John Reiniers shares his thoughts in the Washington Examiner:

If Martin Luther King, Jr. were still alive, we wouldn’t have to speculate on how that great man, who rejected violence, would react to the palpable loathing coming from the mouths of today’s progressive Democrats. Even so, his own words offer clear evidence that he would reject their mindset wholeheartedly.

King’s 1963 “I Have a Dream” speech” was a message of aspiration — a “sunlit path of racial justice.”

The overarching theme to King’s Speech was that subliminal stimulus to look ahead, to be forward looking. “Let us not seek to satisfy our thirst for freedom by drinking from the cup of bitterness and hatred,” he said. He looked forward to the full grant to blacks of their God-given rights, and predicted that “men, Jews and Gentiles, Protestants and Catholics, will be able to join hands and sing in the words of the old Negro spiritual, ‘Free at last! free at last! thank God Almighty, we are free at last!'”

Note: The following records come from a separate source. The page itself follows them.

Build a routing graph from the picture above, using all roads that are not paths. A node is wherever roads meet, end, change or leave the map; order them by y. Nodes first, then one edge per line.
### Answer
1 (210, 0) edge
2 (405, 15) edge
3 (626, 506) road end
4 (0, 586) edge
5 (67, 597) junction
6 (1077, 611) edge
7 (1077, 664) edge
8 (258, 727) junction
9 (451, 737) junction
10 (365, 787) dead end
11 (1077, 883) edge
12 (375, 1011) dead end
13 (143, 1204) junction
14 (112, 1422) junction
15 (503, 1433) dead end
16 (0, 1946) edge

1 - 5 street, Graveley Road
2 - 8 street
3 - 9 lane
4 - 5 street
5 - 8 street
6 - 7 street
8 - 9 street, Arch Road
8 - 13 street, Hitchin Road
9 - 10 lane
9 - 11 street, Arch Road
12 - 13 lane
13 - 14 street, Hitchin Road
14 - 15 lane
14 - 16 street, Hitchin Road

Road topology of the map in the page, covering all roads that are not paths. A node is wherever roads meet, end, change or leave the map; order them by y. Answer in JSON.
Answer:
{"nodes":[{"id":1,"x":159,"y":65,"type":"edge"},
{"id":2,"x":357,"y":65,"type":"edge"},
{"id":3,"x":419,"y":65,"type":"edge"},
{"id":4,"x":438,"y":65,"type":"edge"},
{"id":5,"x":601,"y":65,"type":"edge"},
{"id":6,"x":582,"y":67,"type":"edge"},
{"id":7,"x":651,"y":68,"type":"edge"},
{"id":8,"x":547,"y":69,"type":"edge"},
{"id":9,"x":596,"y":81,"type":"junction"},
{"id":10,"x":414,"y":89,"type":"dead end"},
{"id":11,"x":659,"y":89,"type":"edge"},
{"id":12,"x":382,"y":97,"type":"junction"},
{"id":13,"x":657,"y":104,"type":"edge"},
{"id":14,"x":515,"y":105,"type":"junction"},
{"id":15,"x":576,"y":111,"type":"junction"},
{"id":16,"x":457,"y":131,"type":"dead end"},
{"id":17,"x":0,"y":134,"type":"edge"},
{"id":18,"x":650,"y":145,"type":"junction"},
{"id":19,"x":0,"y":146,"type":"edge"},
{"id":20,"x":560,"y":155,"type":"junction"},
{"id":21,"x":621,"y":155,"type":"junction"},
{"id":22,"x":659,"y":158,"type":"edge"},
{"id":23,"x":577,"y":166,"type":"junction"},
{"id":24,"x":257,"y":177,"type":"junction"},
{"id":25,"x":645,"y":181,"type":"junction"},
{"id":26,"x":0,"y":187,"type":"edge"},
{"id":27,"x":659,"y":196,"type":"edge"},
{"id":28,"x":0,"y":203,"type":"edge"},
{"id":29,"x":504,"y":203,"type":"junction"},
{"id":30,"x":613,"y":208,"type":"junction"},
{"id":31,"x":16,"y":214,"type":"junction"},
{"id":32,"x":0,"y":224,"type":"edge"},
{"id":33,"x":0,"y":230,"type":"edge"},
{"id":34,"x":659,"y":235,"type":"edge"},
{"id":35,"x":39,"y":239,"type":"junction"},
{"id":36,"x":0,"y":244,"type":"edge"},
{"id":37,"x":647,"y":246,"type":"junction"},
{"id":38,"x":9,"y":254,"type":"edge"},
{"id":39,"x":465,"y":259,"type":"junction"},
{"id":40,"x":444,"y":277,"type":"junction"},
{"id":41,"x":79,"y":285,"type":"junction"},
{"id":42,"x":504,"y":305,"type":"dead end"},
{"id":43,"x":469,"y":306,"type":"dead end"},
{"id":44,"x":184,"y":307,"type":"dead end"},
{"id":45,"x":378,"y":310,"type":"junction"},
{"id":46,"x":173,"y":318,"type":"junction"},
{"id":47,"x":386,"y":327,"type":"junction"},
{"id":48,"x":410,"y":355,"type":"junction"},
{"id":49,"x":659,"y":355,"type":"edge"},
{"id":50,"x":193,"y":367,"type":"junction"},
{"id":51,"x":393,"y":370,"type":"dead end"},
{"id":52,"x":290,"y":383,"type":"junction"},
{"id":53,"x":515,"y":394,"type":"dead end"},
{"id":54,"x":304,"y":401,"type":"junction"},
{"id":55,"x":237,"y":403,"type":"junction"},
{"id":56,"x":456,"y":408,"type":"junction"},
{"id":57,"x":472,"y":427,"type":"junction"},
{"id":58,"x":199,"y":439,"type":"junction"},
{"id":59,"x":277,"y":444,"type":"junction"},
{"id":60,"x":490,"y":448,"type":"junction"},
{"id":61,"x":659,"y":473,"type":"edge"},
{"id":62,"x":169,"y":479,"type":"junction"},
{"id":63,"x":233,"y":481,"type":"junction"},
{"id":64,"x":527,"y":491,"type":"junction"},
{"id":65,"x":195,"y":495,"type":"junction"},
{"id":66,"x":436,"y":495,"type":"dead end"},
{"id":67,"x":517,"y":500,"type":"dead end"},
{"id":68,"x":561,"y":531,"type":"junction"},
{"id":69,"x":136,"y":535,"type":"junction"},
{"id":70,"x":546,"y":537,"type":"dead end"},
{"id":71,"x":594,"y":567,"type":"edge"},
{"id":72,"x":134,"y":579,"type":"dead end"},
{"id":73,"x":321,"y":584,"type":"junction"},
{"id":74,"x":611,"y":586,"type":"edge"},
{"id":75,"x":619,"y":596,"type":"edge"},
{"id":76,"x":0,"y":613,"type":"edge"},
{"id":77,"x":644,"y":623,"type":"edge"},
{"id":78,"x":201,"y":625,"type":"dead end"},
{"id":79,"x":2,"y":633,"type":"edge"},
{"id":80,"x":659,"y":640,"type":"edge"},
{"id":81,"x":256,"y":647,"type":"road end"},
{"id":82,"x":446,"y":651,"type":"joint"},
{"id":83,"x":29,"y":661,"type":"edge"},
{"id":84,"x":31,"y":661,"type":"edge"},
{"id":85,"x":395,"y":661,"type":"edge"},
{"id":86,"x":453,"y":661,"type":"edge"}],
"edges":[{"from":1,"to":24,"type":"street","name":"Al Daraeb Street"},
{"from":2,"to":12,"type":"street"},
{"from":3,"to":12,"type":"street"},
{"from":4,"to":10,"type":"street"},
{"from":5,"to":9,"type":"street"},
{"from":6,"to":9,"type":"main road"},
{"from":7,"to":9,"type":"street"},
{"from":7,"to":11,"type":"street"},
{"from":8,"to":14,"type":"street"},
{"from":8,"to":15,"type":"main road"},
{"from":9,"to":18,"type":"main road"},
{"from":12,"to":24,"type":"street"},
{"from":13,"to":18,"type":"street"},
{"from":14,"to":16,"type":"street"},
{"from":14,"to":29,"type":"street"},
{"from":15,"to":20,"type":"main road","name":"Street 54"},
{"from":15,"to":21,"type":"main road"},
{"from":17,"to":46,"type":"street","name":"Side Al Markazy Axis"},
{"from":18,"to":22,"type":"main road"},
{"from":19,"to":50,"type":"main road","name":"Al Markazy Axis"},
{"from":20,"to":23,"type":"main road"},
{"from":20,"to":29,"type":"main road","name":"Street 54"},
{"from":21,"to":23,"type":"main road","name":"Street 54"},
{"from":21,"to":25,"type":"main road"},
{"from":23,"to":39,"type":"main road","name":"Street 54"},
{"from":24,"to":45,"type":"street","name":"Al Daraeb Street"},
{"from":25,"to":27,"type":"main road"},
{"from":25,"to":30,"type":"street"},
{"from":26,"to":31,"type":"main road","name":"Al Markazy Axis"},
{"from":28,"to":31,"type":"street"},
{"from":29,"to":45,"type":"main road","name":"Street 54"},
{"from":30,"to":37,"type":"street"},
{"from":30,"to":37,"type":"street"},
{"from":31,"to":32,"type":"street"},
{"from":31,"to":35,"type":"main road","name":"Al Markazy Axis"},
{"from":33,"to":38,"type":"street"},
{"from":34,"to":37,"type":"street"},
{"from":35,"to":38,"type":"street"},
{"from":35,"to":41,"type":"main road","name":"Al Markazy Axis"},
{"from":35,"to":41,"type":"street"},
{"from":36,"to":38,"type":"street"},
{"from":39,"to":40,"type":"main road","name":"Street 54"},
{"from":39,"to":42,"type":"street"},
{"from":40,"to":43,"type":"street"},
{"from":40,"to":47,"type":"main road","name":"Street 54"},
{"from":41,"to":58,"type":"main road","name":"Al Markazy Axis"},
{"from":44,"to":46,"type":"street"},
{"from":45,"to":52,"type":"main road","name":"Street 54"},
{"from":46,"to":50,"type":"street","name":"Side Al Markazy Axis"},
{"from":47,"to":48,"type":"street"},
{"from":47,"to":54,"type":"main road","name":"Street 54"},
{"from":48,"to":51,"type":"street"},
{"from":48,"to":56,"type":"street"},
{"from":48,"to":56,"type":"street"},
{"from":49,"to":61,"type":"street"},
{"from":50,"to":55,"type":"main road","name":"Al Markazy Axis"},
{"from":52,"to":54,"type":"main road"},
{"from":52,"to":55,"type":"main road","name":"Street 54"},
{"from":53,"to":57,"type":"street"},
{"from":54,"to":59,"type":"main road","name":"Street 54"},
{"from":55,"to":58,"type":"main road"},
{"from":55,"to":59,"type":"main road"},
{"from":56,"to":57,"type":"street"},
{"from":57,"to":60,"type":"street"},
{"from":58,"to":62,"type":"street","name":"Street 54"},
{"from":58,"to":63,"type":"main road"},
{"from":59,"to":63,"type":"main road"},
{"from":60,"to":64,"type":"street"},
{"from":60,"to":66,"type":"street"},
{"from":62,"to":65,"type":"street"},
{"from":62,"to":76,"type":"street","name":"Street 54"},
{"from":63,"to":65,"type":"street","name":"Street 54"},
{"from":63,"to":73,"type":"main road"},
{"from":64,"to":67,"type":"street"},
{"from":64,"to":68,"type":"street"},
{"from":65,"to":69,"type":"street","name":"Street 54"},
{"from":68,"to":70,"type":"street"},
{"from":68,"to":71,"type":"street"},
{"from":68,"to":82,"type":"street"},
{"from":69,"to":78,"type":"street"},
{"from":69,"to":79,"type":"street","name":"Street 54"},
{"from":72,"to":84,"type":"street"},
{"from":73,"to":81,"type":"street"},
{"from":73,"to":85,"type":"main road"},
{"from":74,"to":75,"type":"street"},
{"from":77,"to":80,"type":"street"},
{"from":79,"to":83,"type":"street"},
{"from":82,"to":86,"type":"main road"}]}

King’s powerful words almost seem quaint and irrelevant to today’s hysterical Democrat culture warriors, who thirst for bitterness and hatred above all else.

These are divisive times, and people find different meanings in the same words. But maybe if insults like “racist” were treated with more gravity and respect, instead of used as a bludgeon against political opponents, America would be in a better position to figure the rest out. Ball is in your court, democrats.